• [TASK DESCRIPTION]: A verbatim printing of the entries that follow is needed; pictures must not appear in it.

[Saved entries]
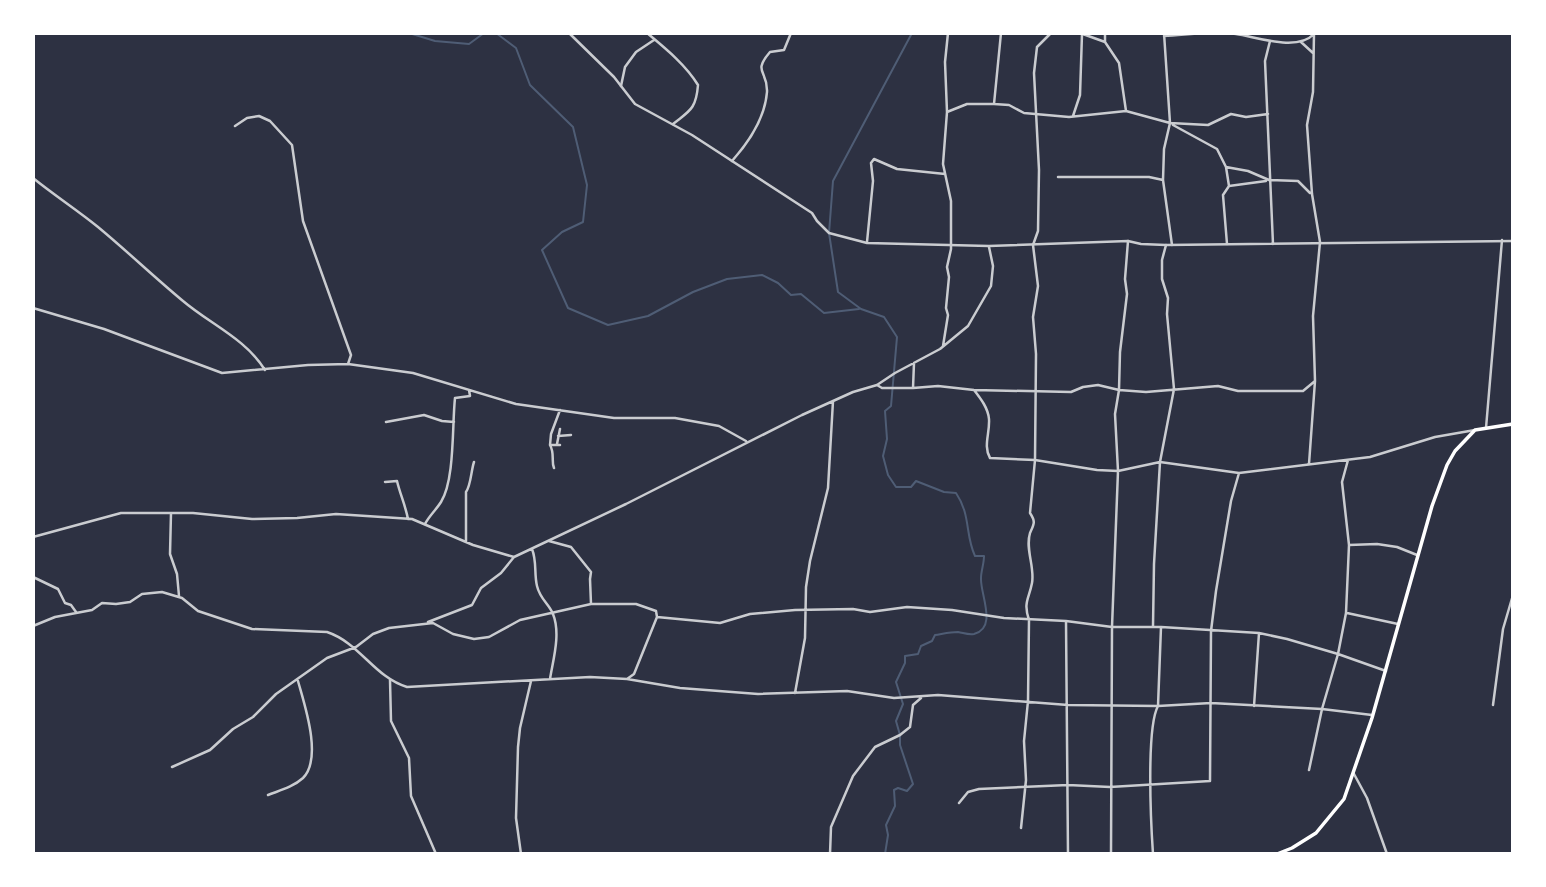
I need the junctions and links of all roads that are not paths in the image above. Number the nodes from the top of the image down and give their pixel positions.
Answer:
1 (569, 33) edge
2 (647, 33) edge
3 (792, 33) edge
4 (948, 33) edge
5 (1000, 33) edge
6 (1051, 33) edge
7 (1105, 33) edge
8 (1081, 34) edge
9 (1215, 34) edge
10 (1314, 34) edge
11 (1164, 35) edge
12 (655, 40) junction
13 (1270, 41) junction
14 (1105, 42) junction
15 (1301, 42) junction
16 (1313, 53) junction
17 (621, 86) junction
18 (994, 104) junction
19 (1126, 111) junction
20 (947, 112) junction
21 (1037, 114) junction
22 (1268, 114) junction
23 (1073, 116) junction
24 (1170, 123) junction
25 (673, 124) junction
26 (235, 126) dead end
27 (732, 161) junction
28 (1226, 166) junction
29 (945, 174) junction
30 (1058, 177) dead end
31 (33, 178) edge
32 (1163, 180) junction
33 (1269, 180) junction
34 (1229, 186) junction
35 (1312, 194) junction
36 (1502, 240) junction
37 (1513, 241) edge
38 (1128, 242) junction
39 (1320, 242) junction
40 (867, 243) junction
41 (1227, 244) junction
42 (1273, 244) junction
43 (1033, 245) junction
44 (1166, 245) junction
45 (1172, 245) junction
46 (951, 246) junction
47 (989, 246) junction
48 (33, 308) edge
49 (943, 346) junction
50 (914, 363) junction
51 (348, 364) junction
52 (265, 370) junction
53 (1315, 381) junction
54 (877, 385) junction
55 (913, 388) junction
56 (1174, 389) junction
57 (470, 390) junction
58 (974, 390) junction
59 (1119, 390) junction
60 (1035, 391) junction
61 (833, 401) junction
62 (560, 410) junction
63 (386, 422) dead end
64 (454, 422) junction
65 (1513, 424) edge
66 (1486, 428) junction
67 (561, 429) dead end
68 (1475, 430) junction
69 (570, 435) dead end
70 (558, 436) junction
71 (747, 441) junction
72 (550, 445) junction
73 (1035, 460) junction
74 (1348, 460) junction
75 (474, 462) dead end
76 (1160, 462) junction
77 (1309, 464) junction
78 (554, 468) dead end
79 (1118, 471) junction
80 (1239, 473) junction
81 (385, 482) dead end
82 (171, 513) junction
83 (408, 519) junction
84 (425, 524) junction
85 (33, 537) edge
86 (549, 541) junction
87 (466, 542) junction
88 (1349, 545) junction
89 (532, 549) junction
90 (1418, 555) junction
91 (514, 557) junction
92 (33, 577) edge
93 (1513, 595) edge
94 (179, 597) junction
95 (591, 604) junction
96 (805, 611) junction
97 (76, 612) junction
98 (553, 613) junction
99 (1346, 613) junction
100 (657, 617) junction
101 (1030, 620) junction
102 (1066, 621) junction
103 (428, 623) junction
104 (1398, 624) junction
105 (33, 626) edge
106 (1112, 627) junction
107 (1161, 627) junction
108 (1153, 628) junction
109 (1211, 631) junction
110 (1259, 633) junction
111 (356, 647) junction
112 (1338, 654) junction
113 (1385, 671) junction
114 (298, 679) junction
115 (550, 679) junction
116 (627, 679) junction
117 (390, 680) junction
118 (531, 681) junction
119 (795, 693) junction
120 (923, 696) junction
121 (1028, 701) junction
122 (1211, 703) junction
123 (1112, 704) junction
124 (1068, 705) junction
125 (1493, 705) dead end
126 (1158, 706) junction
127 (1254, 706) junction
128 (1322, 709) junction
129 (1372, 715) junction
130 (172, 767) dead end
131 (1309, 770) dead end
132 (1354, 774) junction
133 (1068, 785) junction
134 (1026, 786) junction
135 (1151, 786) junction
136 (1110, 787) junction
137 (268, 795) dead end
138 (959, 803) dead end
139 (1021, 828) dead end
140 (436, 854) edge
141 (521, 854) edge
142 (830, 854) edge
143 (1069, 854) edge
144 (1111, 854) edge
145 (1153, 854) edge
146 (1277, 854) edge
147 (1387, 854) edge

1 - 17 street
2 - 12 street
3 - 27 street
4 - 20 street
5 - 18 street
6 - 21 street
7 - 14 street
8 - 14 street
8 - 23 street
9 - 11 street
9 - 13 street
10 - 15 street
10 - 16 street
11 - 24 street
12 - 17 street
12 - 25 street
13 - 15 street
13 - 22 street
14 - 19 street
15 - 16 street
16 - 35 street
17 - 25 street
18 - 20 street
18 - 21 street
19 - 23 street
19 - 24 street
20 - 29 street
21 - 23 street
21 - 43 street
22 - 24 street
22 - 33 street
24 - 28 street
24 - 32 street
25 - 27 street
26 - 51 street
27 - 40 street
28 - 33 street
28 - 34 street
29 - 40 street
29 - 46 street
30 - 32 street
31 - 52 street
32 - 45 street
33 - 34 street
33 - 35 street
33 - 42 street
34 - 41 street
35 - 39 street
36 - 37 street
36 - 39 street
36 - 66 street
38 - 43 street
38 - 44 street
38 - 59 street
39 - 42 street
39 - 53 street
40 - 46 street
41 - 42 street
41 - 45 street
43 - 47 street
43 - 60 street
44 - 45 street
44 - 56 street
46 - 47 street
46 - 49 street
47 - 49 street
48 - 52 street
49 - 50 street
50 - 54 street
50 - 55 street
51 - 52 street
51 - 57 street
53 - 56 street
53 - 77 street
54 - 55 street
54 - 61 street
55 - 58 street
56 - 59 street
56 - 76 street
57 - 62 street
57 - 64 street
58 - 60 street
58 - 73 street
59 - 60 street
59 - 79 street
60 - 73 street
61 - 71 street
61 - 96 street
62 - 71 street
62 - 72 street
63 - 64 street
64 - 84 street
65 - 66 main road
66 - 68 main road
67 - 70 street
68 - 74 street
68 - 90 main road
69 - 70 street
70 - 72 street
71 - 86 street
72 - 78 street
73 - 79 street
73 - 101 street
74 - 77 street
74 - 88 street
75 - 87 street
76 - 79 street
76 - 80 street
76 - 108 street
77 - 80 street
79 - 106 street
80 - 109 street
81 - 83 street
82 - 83 street
82 - 85 street
82 - 94 street
83 - 84 street
84 - 87 street
86 - 89 street
86 - 95 street
87 - 91 street
88 - 90 street
88 - 99 street
89 - 91 street
89 - 98 street
90 - 104 main road
91 - 103 street
92 - 97 street
93 - 125 street
94 - 97 street
94 - 111 street
95 - 98 street
95 - 100 street
96 - 100 street
96 - 101 street
96 - 119 street
97 - 105 street
98 - 103 street
98 - 115 street
99 - 104 street
99 - 112 street
100 - 116 street
101 - 102 street
101 - 121 street
102 - 106 street
102 - 124 street
103 - 111 street
104 - 113 main road
106 - 108 street
106 - 123 street
107 - 108 street
107 - 109 street
107 - 126 street
109 - 110 street
109 - 122 street
110 - 112 street
110 - 127 street
111 - 114 street
111 - 117 street
112 - 113 street
112 - 128 street
113 - 129 main road
114 - 130 street
114 - 137 street
115 - 116 street
115 - 118 street
116 - 119 street
117 - 118 street
117 - 140 street
118 - 141 street
119 - 120 street
120 - 121 street
120 - 142 street
121 - 124 street
121 - 134 street
122 - 126 street
122 - 127 street
122 - 135 street
123 - 124 street
123 - 126 street
123 - 136 street
124 - 133 street
126 - 135 street
127 - 128 street
128 - 129 street
128 - 131 street
129 - 132 main road
132 - 146 main road
132 - 147 street
133 - 134 street
133 - 136 street
133 - 143 street
134 - 138 street
134 - 139 street
135 - 136 street
135 - 145 street
136 - 144 street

• [WRITTEN RESPONSE]:
I need the junctions and links of all roads that are not paths in the image above. Number the nodes from the top of the image down and give their pixel positions.
Answer:
1 (569, 33) edge
2 (647, 33) edge
3 (792, 33) edge
4 (948, 33) edge
5 (1000, 33) edge
6 (1051, 33) edge
7 (1105, 33) edge
8 (1081, 34) edge
9 (1215, 34) edge
10 (1314, 34) edge
11 (1164, 35) edge
12 (655, 40) junction
13 (1270, 41) junction
14 (1105, 42) junction
15 (1301, 42) junction
16 (1313, 53) junction
17 (621, 86) junction
18 (994, 104) junction
19 (1126, 111) junction
20 (947, 112) junction
21 (1037, 114) junction
22 (1268, 114) junction
23 (1073, 116) junction
24 (1170, 123) junction
25 (673, 124) junction
26 (235, 126) dead end
27 (732, 161) junction
28 (1226, 166) junction
29 (945, 174) junction
30 (1058, 177) dead end
31 (33, 178) edge
32 (1163, 180) junction
33 (1269, 180) junction
34 (1229, 186) junction
35 (1312, 194) junction
36 (1502, 240) junction
37 (1513, 241) edge
38 (1128, 242) junction
39 (1320, 242) junction
40 (867, 243) junction
41 (1227, 244) junction
42 (1273, 244) junction
43 (1033, 245) junction
44 (1166, 245) junction
45 (1172, 245) junction
46 (951, 246) junction
47 (989, 246) junction
48 (33, 308) edge
49 (943, 346) junction
50 (914, 363) junction
51 (348, 364) junction
52 (265, 370) junction
53 (1315, 381) junction
54 (877, 385) junction
55 (913, 388) junction
56 (1174, 389) junction
57 (470, 390) junction
58 (974, 390) junction
59 (1119, 390) junction
60 (1035, 391) junction
61 (833, 401) junction
62 (560, 410) junction
63 (386, 422) dead end
64 (454, 422) junction
65 (1513, 424) edge
66 (1486, 428) junction
67 (561, 429) dead end
68 (1475, 430) junction
69 (570, 435) dead end
70 (558, 436) junction
71 (747, 441) junction
72 (550, 445) junction
73 (1035, 460) junction
74 (1348, 460) junction
75 (474, 462) dead end
76 (1160, 462) junction
77 (1309, 464) junction
78 (554, 468) dead end
79 (1118, 471) junction
80 (1239, 473) junction
81 (385, 482) dead end
82 (171, 513) junction
83 (408, 519) junction
84 (425, 524) junction
85 (33, 537) edge
86 (549, 541) junction
87 (466, 542) junction
88 (1349, 545) junction
89 (532, 549) junction
90 (1418, 555) junction
91 (514, 557) junction
92 (33, 577) edge
93 (1513, 595) edge
94 (179, 597) junction
95 (591, 604) junction
96 (805, 611) junction
97 (76, 612) junction
98 (553, 613) junction
99 (1346, 613) junction
100 (657, 617) junction
101 (1030, 620) junction
102 (1066, 621) junction
103 (428, 623) junction
104 (1398, 624) junction
105 (33, 626) edge
106 (1112, 627) junction
107 (1161, 627) junction
108 (1153, 628) junction
109 (1211, 631) junction
110 (1259, 633) junction
111 (356, 647) junction
112 (1338, 654) junction
113 (1385, 671) junction
114 (298, 679) junction
115 (550, 679) junction
116 (627, 679) junction
117 (390, 680) junction
118 (531, 681) junction
119 (795, 693) junction
120 (923, 696) junction
121 (1028, 701) junction
122 (1211, 703) junction
123 (1112, 704) junction
124 (1068, 705) junction
125 (1493, 705) dead end
126 (1158, 706) junction
127 (1254, 706) junction
128 (1322, 709) junction
129 (1372, 715) junction
130 (172, 767) dead end
131 (1309, 770) dead end
132 (1354, 774) junction
133 (1068, 785) junction
134 (1026, 786) junction
135 (1151, 786) junction
136 (1110, 787) junction
137 (268, 795) dead end
138 (959, 803) dead end
139 (1021, 828) dead end
140 (436, 854) edge
141 (521, 854) edge
142 (830, 854) edge
143 (1069, 854) edge
144 (1111, 854) edge
145 (1153, 854) edge
146 (1277, 854) edge
147 (1387, 854) edge

1 - 17 street
2 - 12 street
3 - 27 street
4 - 20 street
5 - 18 street
6 - 21 street
7 - 14 street
8 - 14 street
8 - 23 street
9 - 11 street
9 - 13 street
10 - 15 street
10 - 16 street
11 - 24 street
12 - 17 street
12 - 25 street
13 - 15 street
13 - 22 street
14 - 19 street
15 - 16 street
16 - 35 street
17 - 25 street
18 - 20 street
18 - 21 street
19 - 23 street
19 - 24 street
20 - 29 street
21 - 23 street
21 - 43 street
22 - 24 street
22 - 33 street
24 - 28 street
24 - 32 street
25 - 27 street
26 - 51 street
27 - 40 street
28 - 33 street
28 - 34 street
29 - 40 street
29 - 46 street
30 - 32 street
31 - 52 street
32 - 45 street
33 - 34 street
33 - 35 street
33 - 42 street
34 - 41 street
35 - 39 street
36 - 37 street
36 - 39 street
36 - 66 street
38 - 43 street
38 - 44 street
38 - 59 street
39 - 42 street
39 - 53 street
40 - 46 street
41 - 42 street
41 - 45 street
43 - 47 street
43 - 60 street
44 - 45 street
44 - 56 street
46 - 47 street
46 - 49 street
47 - 49 street
48 - 52 street
49 - 50 street
50 - 54 street
50 - 55 street
51 - 52 street
51 - 57 street
53 - 56 street
53 - 77 street
54 - 55 street
54 - 61 street
55 - 58 street
56 - 59 street
56 - 76 street
57 - 62 street
57 - 64 street
58 - 60 street
58 - 73 street
59 - 60 street
59 - 79 street
60 - 73 street
61 - 71 street
61 - 96 street
62 - 71 street
62 - 72 street
63 - 64 street
64 - 84 street
65 - 66 main road
66 - 68 main road
67 - 70 street
68 - 74 street
68 - 90 main road
69 - 70 street
70 - 72 street
71 - 86 street
72 - 78 street
73 - 79 street
73 - 101 street
74 - 77 street
74 - 88 street
75 - 87 street
76 - 79 street
76 - 80 street
76 - 108 street
77 - 80 street
79 - 106 street
80 - 109 street
81 - 83 street
82 - 83 street
82 - 85 street
82 - 94 street
83 - 84 street
84 - 87 street
86 - 89 street
86 - 95 street
87 - 91 street
88 - 90 street
88 - 99 street
89 - 91 street
89 - 98 street
90 - 104 main road
91 - 103 street
92 - 97 street
93 - 125 street
94 - 97 street
94 - 111 street
95 - 98 street
95 - 100 street
96 - 100 street
96 - 101 street
96 - 119 street
97 - 105 street
98 - 103 street
98 - 115 street
99 - 104 street
99 - 112 street
100 - 116 street
101 - 102 street
101 - 121 street
102 - 106 street
102 - 124 street
103 - 111 street
104 - 113 main road
106 - 108 street
106 - 123 street
107 - 108 street
107 - 109 street
107 - 126 street
109 - 110 street
109 - 122 street
110 - 112 street
110 - 127 street
111 - 114 street
111 - 117 street
112 - 113 street
112 - 128 street
113 - 129 main road
114 - 130 street
114 - 137 street
115 - 116 street
115 - 118 street
116 - 119 street
117 - 118 street
117 - 140 street
118 - 141 street
119 - 120 street
120 - 121 street
120 - 142 street
121 - 124 street
121 - 134 street
122 - 126 street
122 - 127 street
122 - 135 street
123 - 124 street
123 - 126 street
123 - 136 street
124 - 133 street
126 - 135 street
127 - 128 street
128 - 129 street
128 - 131 street
129 - 132 main road
132 - 146 main road
132 - 147 street
133 - 134 street
133 - 136 street
133 - 143 street
134 - 138 street
134 - 139 street
135 - 136 street
135 - 145 street
136 - 144 street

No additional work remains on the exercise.